The original article is at tsx.md/blog/valid_form
I strongly recommend you to read the article in a desktop environment at tsx.md/blog/valid_form, since the code blocks will have FULL TYPESCRIPT support and you'll be able to hover over the code and actually understand the differences.
Abstract
I'm trying to deliver as concisely and deeply as possible the issues I've encountered while trying
to make changes to the validation rules of a form that had around 22 fields (don't judge).
I was expecting to rely on the type-system to guide me, since I've already had experience with
zod
, io-ts
and other libraries that provided amazing type suggestions.
Even with more than 10 years of coding experience™️, it seemed strange that I had to dig through
documentation to do things that I thought I should already know.

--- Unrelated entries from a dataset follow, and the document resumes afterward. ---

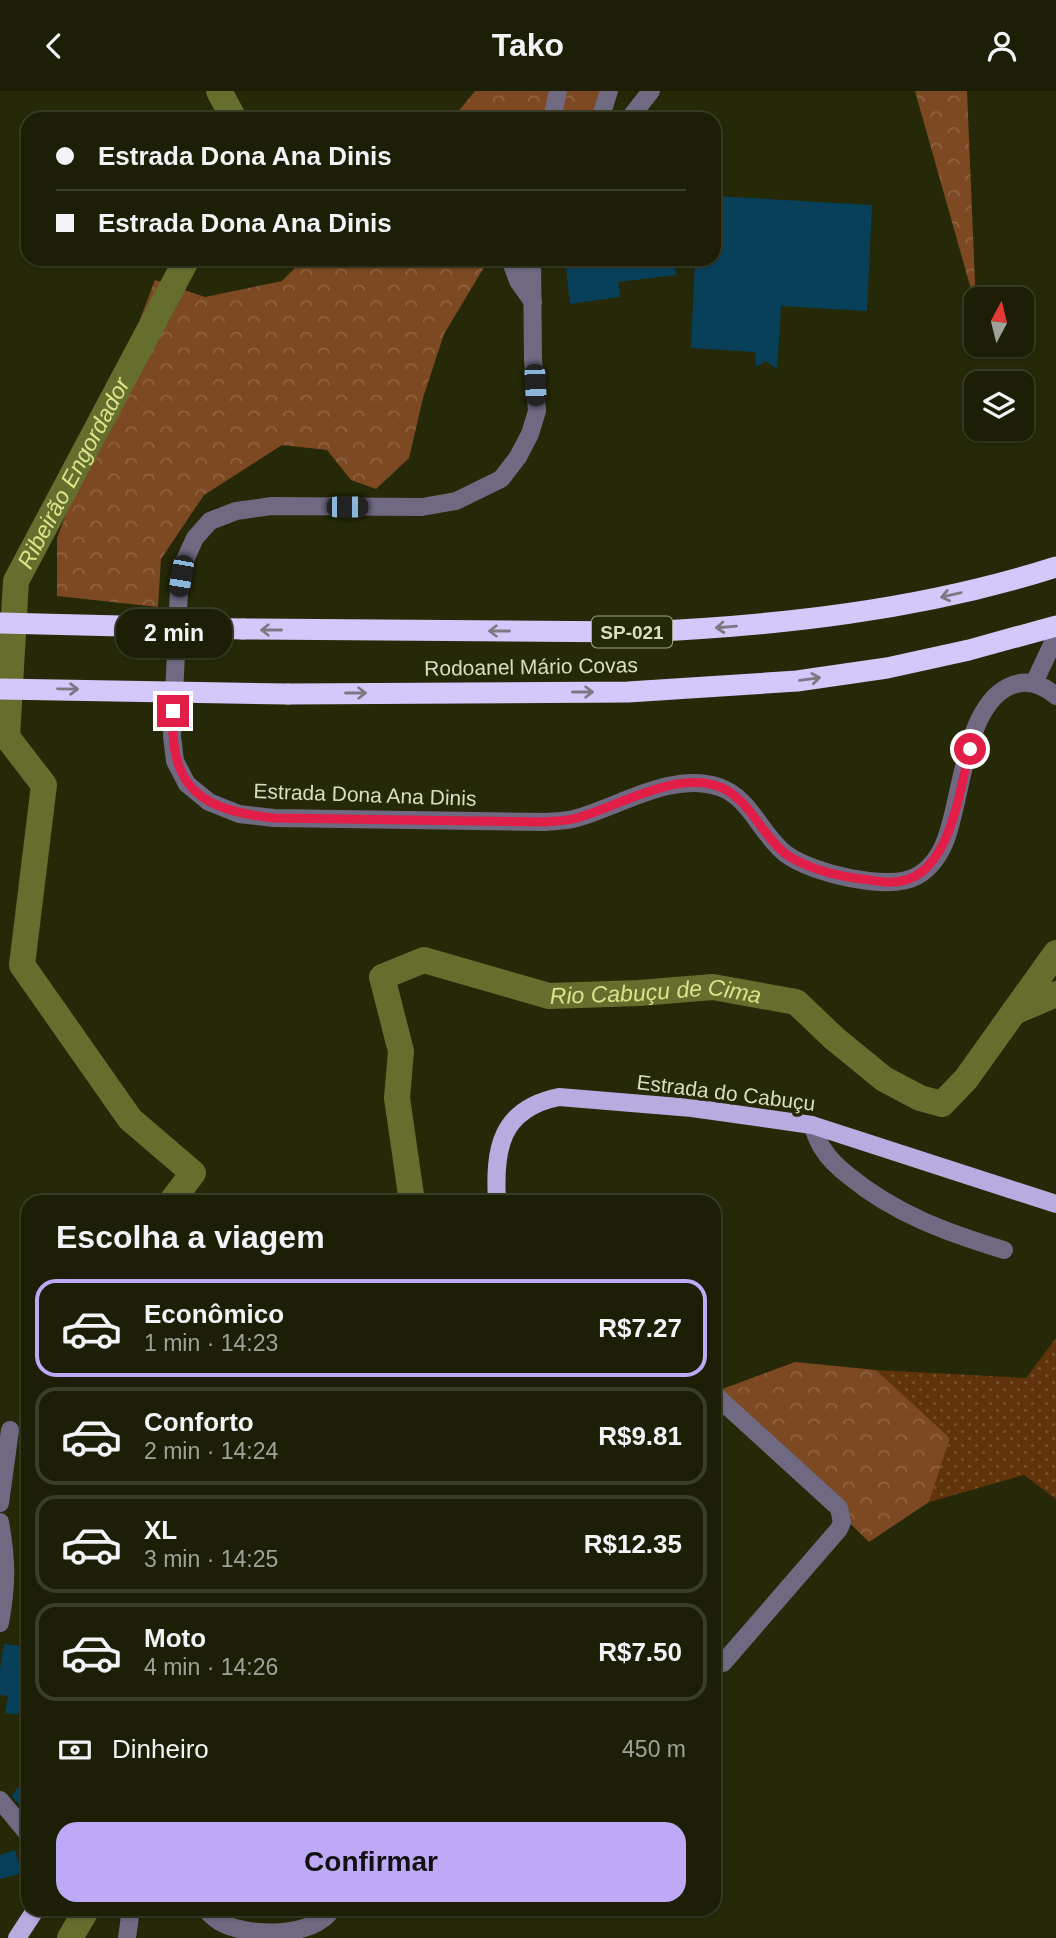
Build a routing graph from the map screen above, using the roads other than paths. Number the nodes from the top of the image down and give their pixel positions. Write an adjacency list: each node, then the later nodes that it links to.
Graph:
1 (558, 91): 4 (street)
2 (609, 91): 5 (street)
3 (651, 91): 6 (street)
4 (553, 112)
5 (602, 112)
6 (634, 112)
7 (513, 266): 9 (street)
8 (532, 266): 9 (street, Estrada Dona Ana Dinis)
9 (533, 302): 14 (street, Estrada Dona Ana Dinis)
10 (1056, 567): 11 (highway, Rodoanel Mário Covas / SP-021, one-way to 11, bridge)
11 (0, 622)
12 (1056, 626): 15 (highway, Rodoanel Mário Covas, one-way to 12, bridge)
13 (1056, 636): 14 (street)
14 (1034, 683): 16 (street)
15 (0, 689)
16 (1056, 697)
17 (812, 1125): 18 (main road, Estrada do Cabuçu); 19 (main road, Estrada do Cabuçu); 20 (street)
18 (497, 1195)
19 (1056, 1204)
20 (1004, 1250)
21 (721, 1400): 26 (street)
22 (10, 1430): 23 (street)
23 (0, 1503)
24 (0, 1522): 25 (street)
25 (0, 1623)
26 (723, 1663)
27 (0, 1800): 28 (street)
28 (21, 1826)
29 (31, 1916): 33 (main road)
30 (130, 1916): 34 (street)
31 (213, 1916): 32 (street)
32 (328, 1916)
33 (17, 1938)
34 (127, 1938)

Trying to have complete control and understanding of what's happening to a very small piece of a
system (form validation) that I thought was already a solved problem, I've realised that I was
getting blocked when trying to implement very specific business-related requirements that didn't
care about type-safeness or readable code or all the things we love and admire.
The format of the article was thought out almost a year ago, but only recently I managed to create
this blog, that I can also control. I wanted to give you the ability to hover over the values in the
code blocks and have the same experience you'd have in VsCode (literally using Monaco) or WebStorm
or other editors. Thanks to vaakian/monaco-ts and
@typescript/ata for this.
Introduction
I'm using React (with Next.js)
Formik
and Yup
were already used in the project. They are one of most SEOed results. (at this
time react-hook-form
took the lead)
But I also know about zod
, I've used it and like how I get type-safety by default.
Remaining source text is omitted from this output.